■ REQUIREMENT
With pictures left out, output exactly the lines of the listing below from the line that has "index pip: (314, 271)" to the line that has "wrist: (224, 421)", both lines kept.

■ SOURCE INFORMATION
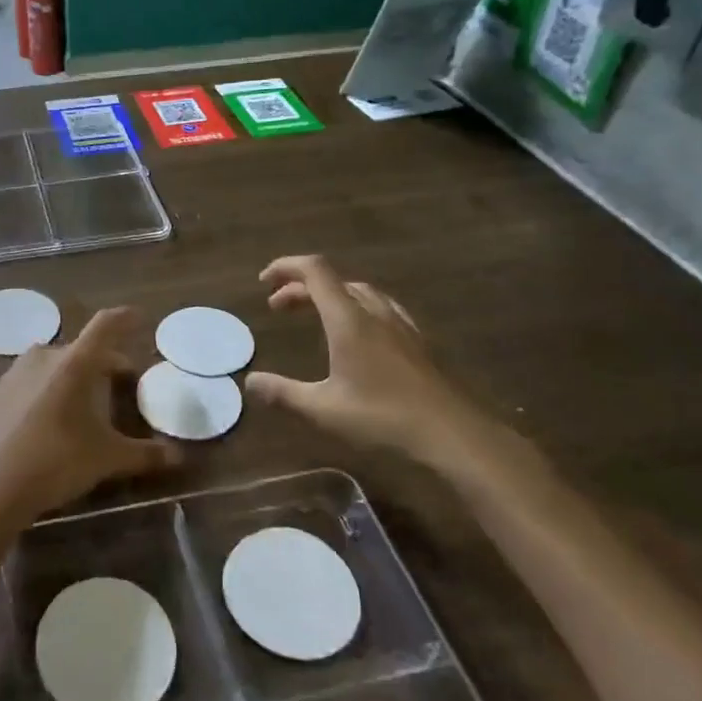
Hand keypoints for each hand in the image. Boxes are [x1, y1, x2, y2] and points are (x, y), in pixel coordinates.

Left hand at [0, 307, 180, 526]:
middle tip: (116, 380)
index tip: (139, 317)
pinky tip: (19, 393)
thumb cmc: (59, 462)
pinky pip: (7, 377)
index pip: (106, 326)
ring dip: (61, 370)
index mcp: (76, 363)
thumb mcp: (108, 459)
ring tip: (72, 393)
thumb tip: (177, 457)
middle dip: (100, 361)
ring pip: (45, 360)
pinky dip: (20, 382)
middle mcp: (44, 356)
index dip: (125, 319)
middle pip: (80, 348)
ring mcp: (12, 372)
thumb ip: (145, 454)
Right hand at [245, 255, 526, 490]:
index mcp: (348, 319)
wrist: (451, 433)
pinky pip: (379, 307)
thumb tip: (250, 381)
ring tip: (313, 314)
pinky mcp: (415, 340)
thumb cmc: (383, 417)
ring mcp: (399, 324)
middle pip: (333, 281)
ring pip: (358, 292)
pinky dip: (354, 307)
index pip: (314, 271)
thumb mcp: (324, 409)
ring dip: (329, 295)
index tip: (263, 281)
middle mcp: (373, 312)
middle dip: (300, 287)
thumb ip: (284, 393)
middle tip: (277, 307)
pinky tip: (357, 332)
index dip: (286, 267)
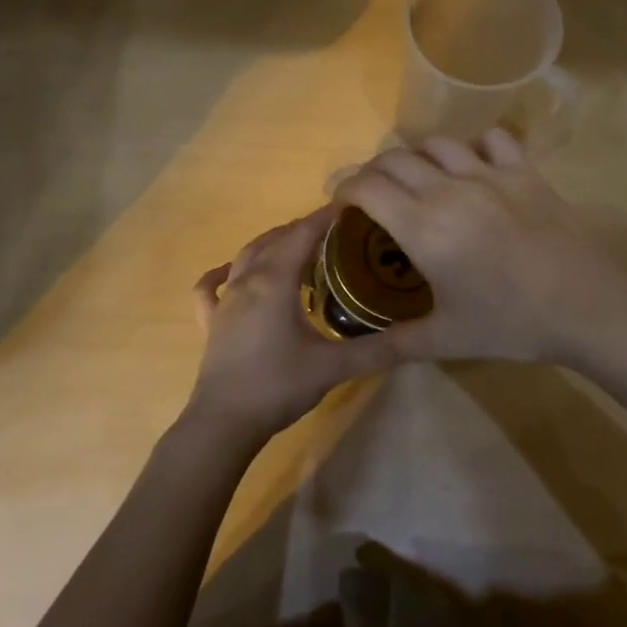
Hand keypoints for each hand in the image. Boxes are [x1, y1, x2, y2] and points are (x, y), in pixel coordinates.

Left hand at [187, 207, 405, 447]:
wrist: (224, 421)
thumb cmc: (278, 386)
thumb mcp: (333, 367)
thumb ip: (376, 350)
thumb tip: (416, 337)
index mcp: (275, 281)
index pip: (303, 235)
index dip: (325, 217)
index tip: (349, 205)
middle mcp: (247, 280)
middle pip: (276, 239)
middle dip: (303, 228)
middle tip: (333, 229)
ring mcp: (224, 300)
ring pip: (247, 255)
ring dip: (271, 243)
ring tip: (296, 244)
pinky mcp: (210, 321)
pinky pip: (211, 287)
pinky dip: (223, 273)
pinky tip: (230, 273)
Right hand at [333, 129, 626, 364]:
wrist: (586, 306)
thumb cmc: (511, 323)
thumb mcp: (447, 339)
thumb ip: (395, 343)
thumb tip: (357, 355)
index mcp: (423, 227)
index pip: (366, 187)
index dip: (345, 190)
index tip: (343, 206)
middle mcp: (448, 190)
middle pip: (394, 158)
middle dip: (372, 172)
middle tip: (374, 197)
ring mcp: (489, 174)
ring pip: (437, 143)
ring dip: (417, 156)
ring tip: (419, 180)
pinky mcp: (524, 171)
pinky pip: (491, 139)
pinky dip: (474, 147)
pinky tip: (474, 168)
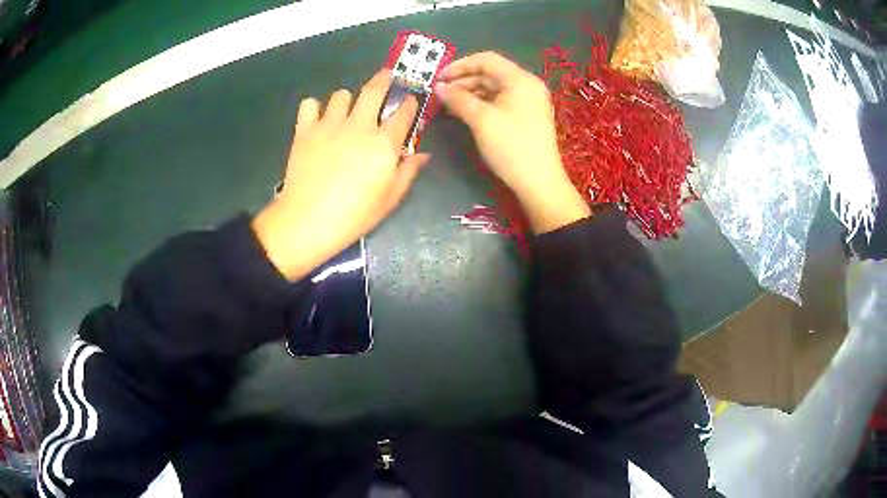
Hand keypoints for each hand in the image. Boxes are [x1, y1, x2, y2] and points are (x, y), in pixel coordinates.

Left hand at [253, 70, 429, 280]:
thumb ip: (408, 171)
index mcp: (384, 142)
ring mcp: (330, 124)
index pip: (404, 111)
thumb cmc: (355, 214)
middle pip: (374, 89)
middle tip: (387, 76)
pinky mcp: (305, 130)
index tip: (411, 101)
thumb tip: (422, 154)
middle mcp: (359, 125)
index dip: (410, 102)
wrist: (308, 221)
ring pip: (341, 94)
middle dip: (384, 78)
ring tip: (345, 111)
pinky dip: (314, 108)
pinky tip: (316, 119)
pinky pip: (309, 104)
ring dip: (347, 100)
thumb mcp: (390, 198)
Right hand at [436, 52, 589, 233]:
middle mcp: (527, 85)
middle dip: (463, 80)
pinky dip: (481, 104)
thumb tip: (438, 87)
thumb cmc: (511, 146)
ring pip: (494, 88)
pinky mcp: (526, 117)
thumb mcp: (481, 119)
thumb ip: (458, 99)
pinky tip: (464, 112)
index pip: (486, 59)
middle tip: (439, 93)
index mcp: (520, 79)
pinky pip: (500, 102)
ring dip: (470, 93)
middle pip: (490, 73)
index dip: (459, 65)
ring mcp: (528, 102)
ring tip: (447, 104)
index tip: (438, 78)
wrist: (539, 182)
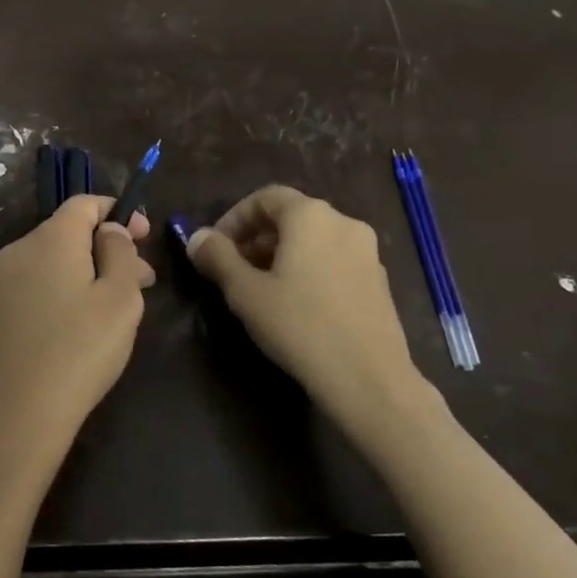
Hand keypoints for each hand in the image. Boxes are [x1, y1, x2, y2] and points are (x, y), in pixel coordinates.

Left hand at [0, 195, 154, 484]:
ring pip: (58, 260)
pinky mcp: (1, 312)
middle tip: (145, 278)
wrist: (15, 415)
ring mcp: (5, 282)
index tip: (146, 236)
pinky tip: (89, 324)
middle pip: (71, 231)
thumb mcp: (120, 298)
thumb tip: (111, 230)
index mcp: (50, 238)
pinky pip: (42, 284)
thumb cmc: (79, 349)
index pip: (84, 203)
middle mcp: (21, 250)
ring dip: (93, 270)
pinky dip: (70, 289)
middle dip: (110, 246)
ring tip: (124, 304)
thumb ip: (120, 253)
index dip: (118, 211)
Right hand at [186, 185, 438, 439]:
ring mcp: (367, 252)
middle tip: (234, 269)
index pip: (265, 198)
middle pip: (291, 216)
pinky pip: (334, 260)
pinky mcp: (378, 281)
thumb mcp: (245, 292)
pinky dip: (309, 268)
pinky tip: (296, 304)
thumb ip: (218, 258)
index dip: (235, 218)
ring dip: (282, 254)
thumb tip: (197, 237)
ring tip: (261, 288)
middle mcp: (343, 222)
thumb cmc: (300, 326)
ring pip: (314, 239)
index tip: (215, 247)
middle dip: (257, 237)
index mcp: (311, 216)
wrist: (369, 379)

■ EXERCISE SOLUTION
index pip: (314, 271)
thumb mcp: (324, 409)
ring dip: (329, 295)
index tip: (263, 281)
middle mcp: (373, 312)
middle dip: (300, 287)
thumb ip: (284, 393)
middle tip: (277, 307)
pinky tip: (357, 332)
index dip: (286, 267)
Hand keypoints for each hand in the image. Boxes are [x1, y1, x2, y2] and points are (x, y), in pixel coordinates.

Left hand at [187, 207, 405, 447]:
wrist: (224, 421)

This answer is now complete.